To begin addressing sub-Saharan Africa’s medical infrastructure, experts like Itungu agree that the region’s internal priorities must evolve. Before she transitioned to medicine, Itungu worked at the World Bank under the East Africa Community for a decade, witnessing the continent’s humanitarian leaders direct nations’ focus towards negotiations with international financial institutions in an effort to further assert Africa into the global market. These engagements seek debt relief, currency stabalization, and foreign investment, all legitimate goals. But, recognizing the limited administrative capacity of sub-Saharan nations, they also inadvertently divert attention and resources from the development of distressed local systems, systems that have a tangible daily impact on their citizens. “Stocks should not be the priority; we have to look at the health of our people,” Itungu asserted. 

She adds that “of 650 applicants to COSECSA medical school each year, over half of the candidates cannot afford it.” To bridge this financial gap and allow more applicants to receive an internationally standardized medical education, COSECSA has reduced the cost of tuition by hiring trainers on a pro-bono basis and funding more than 125 scholarships per year. 

***

There are still many reasons to be optimistic about the future of sub-Saharan African healthcare. Economically, strides have been taken to widen the country’s tax base–promoting public welfare spending. Estimates from the UN Trade and Economic Development (UNCTAD) Africa Report suggest that illicit financial outflows like tax evasion are at nearly $89 billion per year—a sum that far exceeds the $60 billion Africa receives in foreign aid yearly and one that could drastically transform healthcare infrastructure. While this shadow economy has remained persistent in the last decade, Lilford is hopeful that the continent’s recent push for digital economies will shrink it. He believes that their ability to scrutinize bank accounts, however small, will finally make auditing and prosecuting financial crimes commonplace. 

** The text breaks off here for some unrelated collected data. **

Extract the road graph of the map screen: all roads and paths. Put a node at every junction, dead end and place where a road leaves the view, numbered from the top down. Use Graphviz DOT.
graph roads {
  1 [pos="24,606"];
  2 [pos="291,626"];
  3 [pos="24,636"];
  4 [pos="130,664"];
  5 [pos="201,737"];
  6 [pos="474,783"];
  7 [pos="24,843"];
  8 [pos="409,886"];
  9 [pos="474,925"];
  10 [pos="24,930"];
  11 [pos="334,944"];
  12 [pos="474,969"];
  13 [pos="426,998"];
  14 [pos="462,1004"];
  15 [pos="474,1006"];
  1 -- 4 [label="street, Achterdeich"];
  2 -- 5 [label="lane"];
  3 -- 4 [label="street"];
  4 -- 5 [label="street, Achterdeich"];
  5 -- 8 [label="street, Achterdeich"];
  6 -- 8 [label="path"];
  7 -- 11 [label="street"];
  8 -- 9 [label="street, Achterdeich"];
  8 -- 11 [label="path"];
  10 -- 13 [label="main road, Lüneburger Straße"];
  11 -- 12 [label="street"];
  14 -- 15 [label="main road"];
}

Professor Lilford also cites the formalization of informal actors in the economy as a crucial way to expand the tax base. Over 90% of sub-Saharan Africa’s labor force––which accounts for 62% of the region’s GDP––is employed informally. However, 40 countries have begun to chip away at this, reducing the informal sector by an average of 9% through digitized tax systems. In one estimate, the formalization of enterprises in Africa could generate additional revenue of $125.3 billion annually for public expenditure. If such fiscal reforms continue, sub-Saharan Africa may proceed towards a future of self-sufficently funding its healthcare.  

***

Ade’s failed yet formidable mission to resuscitate his sister is an age-old narrative. And Liliford observed a similar case soon after. A man in his mid-20s received dialysis for chronic kidney disease. He had received a kidney transplant earlier in his life, but his kidneys were failing again because post-operative care was inaccessible. He needed dialysis to live and had always relied on his uncle to find the equipment for his treatment, yet his uncle had “his own children, too,” Lilford explained. After due time, the uncle was no longer willing to continue the search. 

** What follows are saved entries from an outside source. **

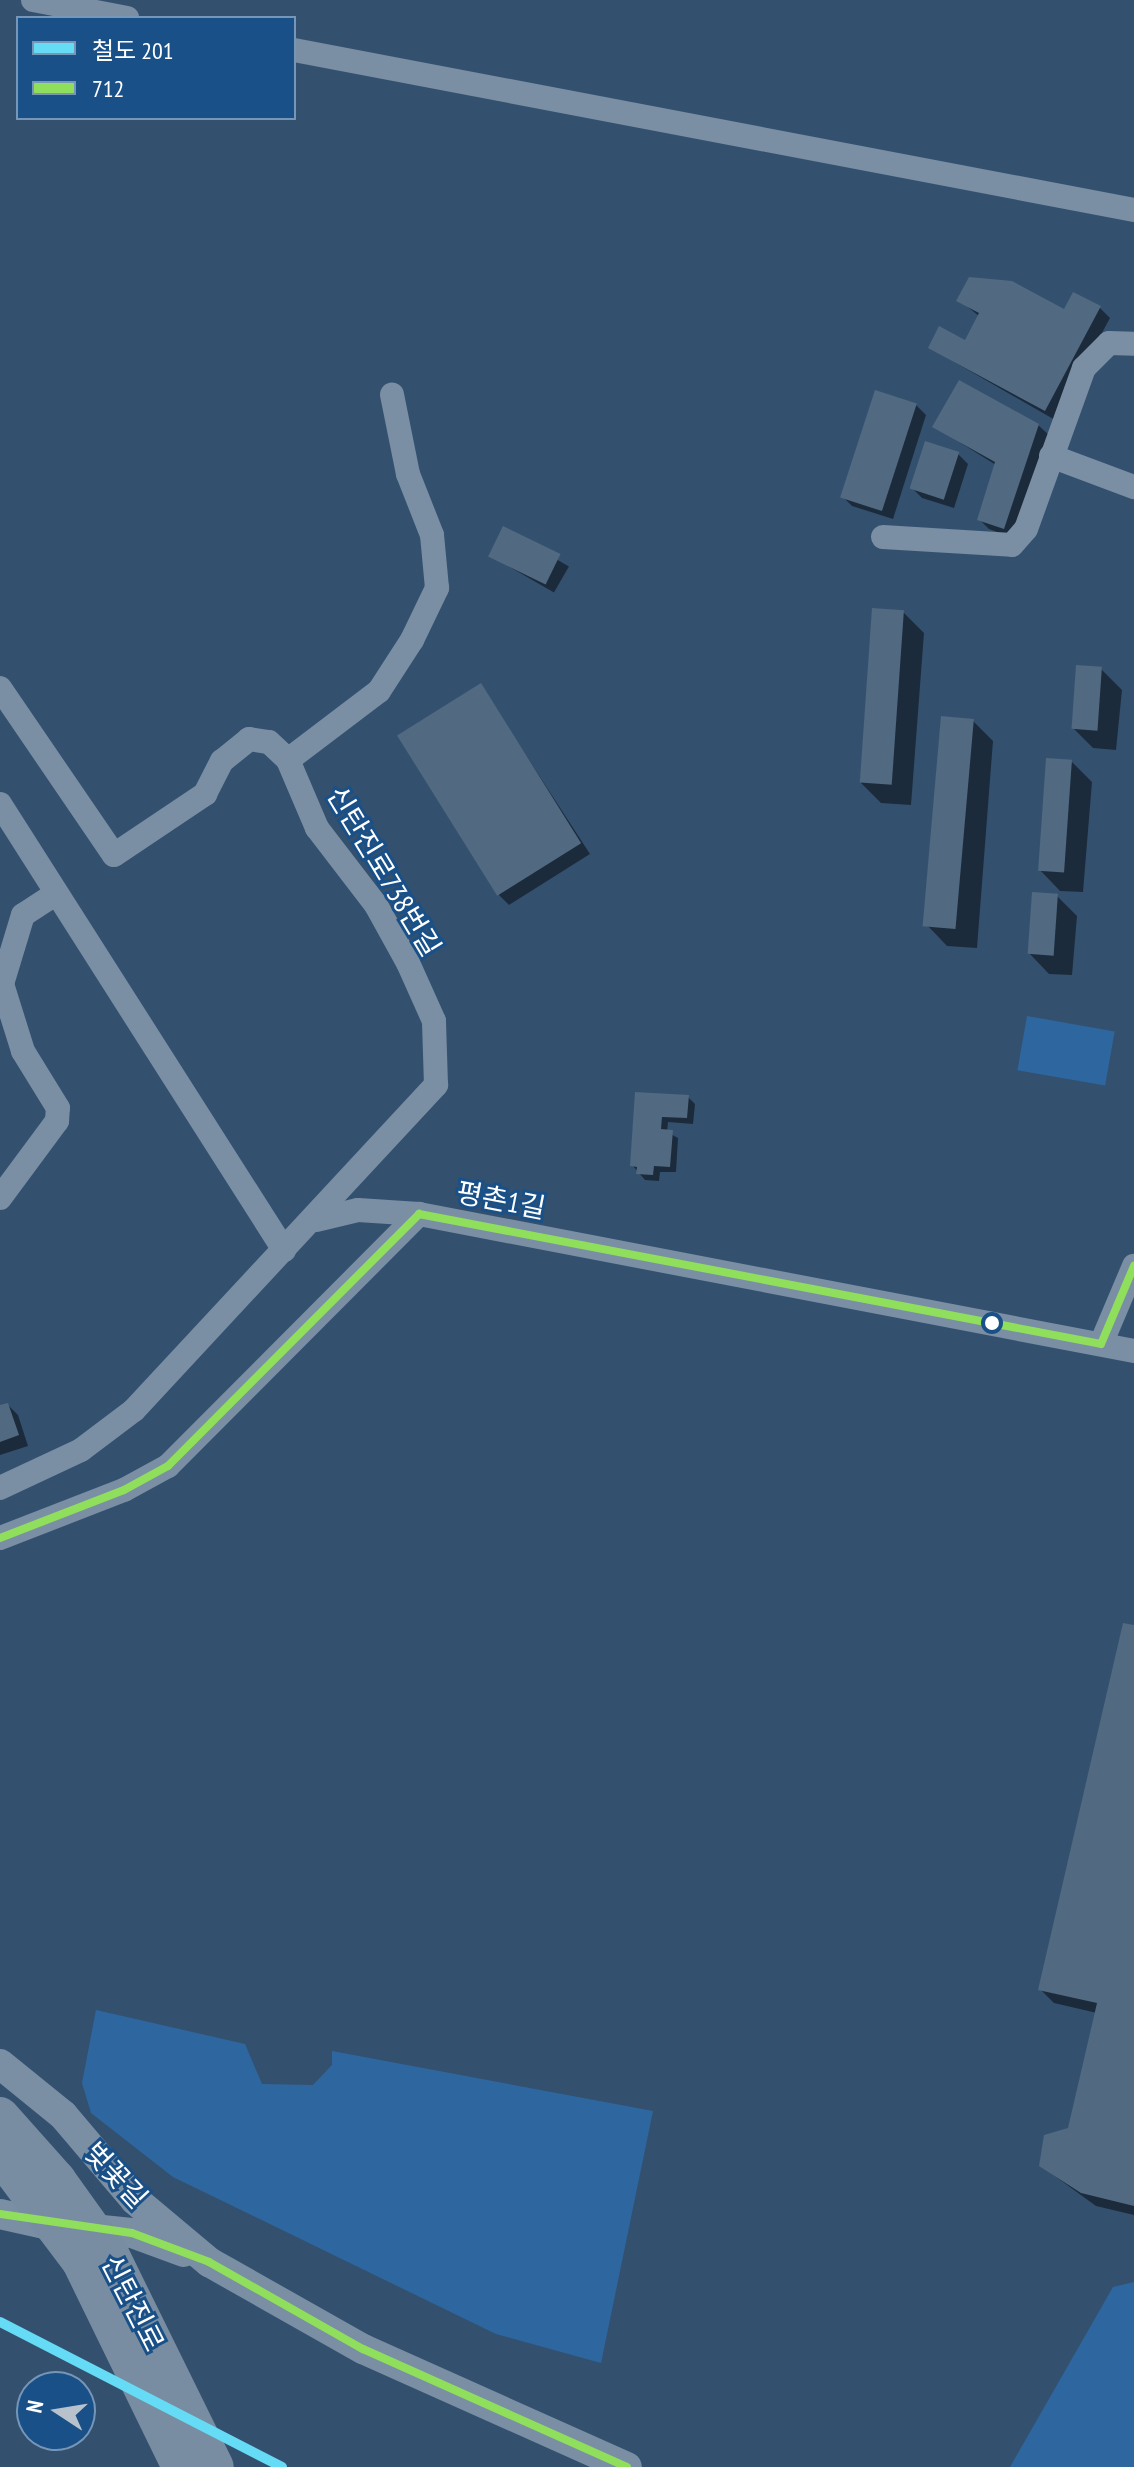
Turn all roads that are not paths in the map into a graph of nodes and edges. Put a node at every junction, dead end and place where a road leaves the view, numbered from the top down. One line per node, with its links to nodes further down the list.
1 (33, 0): 2 (street)
2 (117, 16)
3 (296, 50): 4 (street)
4 (1134, 210)
5 (1134, 344): 7 (street)
6 (392, 395): 11 (street)
7 (1051, 456): 8 (street); 9 (street)
8 (1134, 487)
9 (883, 537)
10 (0, 688): 11 (street)
11 (288, 760): 17 (street, 신탄진로738번길)
12 (0, 804): 13 (street)
13 (55, 894): 14 (street); 18 (street)
14 (1, 984): 15 (street)
15 (0, 1198)
16 (419, 1214): 17 (street); 20 (street, 평촌1길); 23 (street, 평촌1길)
17 (316, 1220): 18 (street, 신탄진로738번길)
18 (284, 1250): 22 (street, 신탄진로738번길)
19 (1134, 1266): 20 (street)
20 (1101, 1344): 21 (street, 평촌1길)
21 (1134, 1351)
22 (0, 1488)
23 (0, 1538)
24 (0, 2064): 25 (street, 벚꽃길)
25 (63, 2115): 28 (street, 벚꽃길); 29 (street)
26 (0, 2116): 34 (main road, 신탄진로, bridge)
27 (0, 2156): 33 (main road, 신탄진로, bridge)
28 (111, 2175): 31 (street); 32 (street, 벚꽃길)
29 (0, 2199)
30 (0, 2214): 31 (street)
31 (44, 2224): 32 (street)
32 (209, 2262): 35 (street, 벚꽃길)
33 (181, 2467)
34 (215, 2467)
35 (627, 2467)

“This would be the boy’s last session before he was sent home to die. He knew exactly what the situation was, and he looked absolutely terrified.”

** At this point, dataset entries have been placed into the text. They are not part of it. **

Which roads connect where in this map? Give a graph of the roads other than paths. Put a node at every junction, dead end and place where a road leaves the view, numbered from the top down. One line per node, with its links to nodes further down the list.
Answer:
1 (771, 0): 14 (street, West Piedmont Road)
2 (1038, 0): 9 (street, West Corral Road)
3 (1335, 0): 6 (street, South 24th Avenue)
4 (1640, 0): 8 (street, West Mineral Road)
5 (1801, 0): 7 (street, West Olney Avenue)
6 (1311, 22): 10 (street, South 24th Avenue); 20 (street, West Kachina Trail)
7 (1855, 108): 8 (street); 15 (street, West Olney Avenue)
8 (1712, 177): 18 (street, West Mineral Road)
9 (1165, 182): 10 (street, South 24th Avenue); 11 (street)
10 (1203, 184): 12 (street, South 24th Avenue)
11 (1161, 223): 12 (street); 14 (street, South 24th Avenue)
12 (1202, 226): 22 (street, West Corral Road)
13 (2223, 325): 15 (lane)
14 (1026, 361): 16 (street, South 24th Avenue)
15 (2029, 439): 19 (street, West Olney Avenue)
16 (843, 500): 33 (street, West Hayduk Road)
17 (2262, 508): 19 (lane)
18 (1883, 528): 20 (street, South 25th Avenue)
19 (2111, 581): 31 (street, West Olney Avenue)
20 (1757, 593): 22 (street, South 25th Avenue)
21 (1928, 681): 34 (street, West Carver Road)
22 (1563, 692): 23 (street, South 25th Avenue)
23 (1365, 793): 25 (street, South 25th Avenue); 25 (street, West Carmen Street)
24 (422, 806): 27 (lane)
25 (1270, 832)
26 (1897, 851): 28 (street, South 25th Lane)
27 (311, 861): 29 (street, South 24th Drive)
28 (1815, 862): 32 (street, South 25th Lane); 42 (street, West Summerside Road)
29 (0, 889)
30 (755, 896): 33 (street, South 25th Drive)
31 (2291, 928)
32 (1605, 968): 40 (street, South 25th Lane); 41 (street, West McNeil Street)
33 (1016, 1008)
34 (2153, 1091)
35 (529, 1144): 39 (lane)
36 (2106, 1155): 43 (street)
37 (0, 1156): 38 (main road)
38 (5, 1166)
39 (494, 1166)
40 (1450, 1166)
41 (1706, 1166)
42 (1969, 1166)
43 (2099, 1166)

Standing beside their respective patients, Lilford and Ade both understood that they were not dying of merely kidney failure or cardiac arrest; they were dying because of a system that cannot deliver modern medicine nor the tools to apply it.  

Despite the commendable efforts of international organizations to fill short-term gaps in hospital stock-outs, much progress still needs to be made in solving sub-Saharan Africa’s equipment infrastructure. “You might put in more oil, more petrol, but that machine won’t put out anything,” in the long run, insisted Lilford. 

Without investment in the foundations of a functional society, every donated device, every trained surgeon, and every act of dire improvisation to meet the unfulfilled needs of a patient will remain a temporary fix to a permanent problem.